Types of random variables #
Understanding the type of data you are working with will be extremely important as we begin to define models. An important term to introduce at this point is variable support. The support of a variable describes the types of values that individual observations can assume. When modeling a random variable, you must choose a probability distribution with the same support. Arguably the most prevalent and useful probability distribution is the normal distribution, which has “real” support, meaning that it can take on any value from \(-\infty\) to \(+\infty\) . In many cases, variables in the real world can’t take on negative values (e.g., tree height), so the researcher must transform them (e.g., by taking the natural log) prior to fitting models if they wish to use a normal distribution. This isn’t always necessary, however, as there are some probability distributions, such as the gamma and lognormal, that have support for continuous values greater than 0, so they will work with variables with matching support “out of the box” without any need for transformation prior to model fitting. In ecology, some variables, typically proportions, can have 0-1 support, meaning that they can take on any value between 0 and 1, including 0 and 1. A beta distribution can be used to model this type of variable.

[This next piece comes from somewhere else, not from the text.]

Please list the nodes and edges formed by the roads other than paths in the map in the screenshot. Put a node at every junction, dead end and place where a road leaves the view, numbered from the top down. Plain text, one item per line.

In addition to continuous random variables, there are also discrete random variables, which are typically used to describe counts. Some counts, such as population, can take on any integer greater than or equal to 0. A Poisson or negative binomial distribution can be used to model these variables. Other counts, for example the number of visits out of a total of \(N\) in which an animal was observed, have a maximum value. In these cases a binomial distribution can be used which can take on any number between and included 0 and \(N\) . The last common discrete variable in ecology is a binary one, in which the response can be either 0 or 1 (e.g., presence of a species within a plot). For these variables, the Bernoulli distribution can be used.
More details on different probability distributions are shown in the tables below. Click on the images to display an enlarged version in a new tab in your web browser.

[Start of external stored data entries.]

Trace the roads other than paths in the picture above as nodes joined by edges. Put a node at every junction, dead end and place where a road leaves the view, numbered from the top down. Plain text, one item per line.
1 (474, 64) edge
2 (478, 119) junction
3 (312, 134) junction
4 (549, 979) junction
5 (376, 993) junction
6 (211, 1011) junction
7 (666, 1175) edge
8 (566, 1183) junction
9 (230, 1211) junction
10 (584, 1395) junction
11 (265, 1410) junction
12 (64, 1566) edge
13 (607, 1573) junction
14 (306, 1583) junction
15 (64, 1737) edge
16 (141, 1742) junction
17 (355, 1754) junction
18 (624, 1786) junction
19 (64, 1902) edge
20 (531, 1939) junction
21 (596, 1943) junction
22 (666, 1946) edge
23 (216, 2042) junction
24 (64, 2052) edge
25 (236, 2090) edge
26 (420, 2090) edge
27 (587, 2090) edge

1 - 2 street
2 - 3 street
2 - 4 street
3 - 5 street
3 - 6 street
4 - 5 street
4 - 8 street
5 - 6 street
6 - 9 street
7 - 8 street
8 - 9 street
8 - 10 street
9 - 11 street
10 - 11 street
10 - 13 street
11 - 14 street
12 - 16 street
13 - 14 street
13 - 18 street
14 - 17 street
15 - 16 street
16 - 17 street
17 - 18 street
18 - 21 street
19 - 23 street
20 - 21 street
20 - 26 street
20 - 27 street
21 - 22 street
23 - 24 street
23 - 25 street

Continuous random variables #
Discrete random variables #
True or extra zeros #
There are occasions when we need to accommodate “true” zeros or extra zeros. In these cases, we need to use either hurdle or zero-inflated models. From wikipedia:
Hurdle models differ from zero-inflated models in that zero-inflated models model the zeros using a two-component mixture model. With a mixture model, the probability of the variable being zero is determined by both the main distribution and the mixture weight. We’ll see references to these types of models as we begin to talk about specific likelihood functions.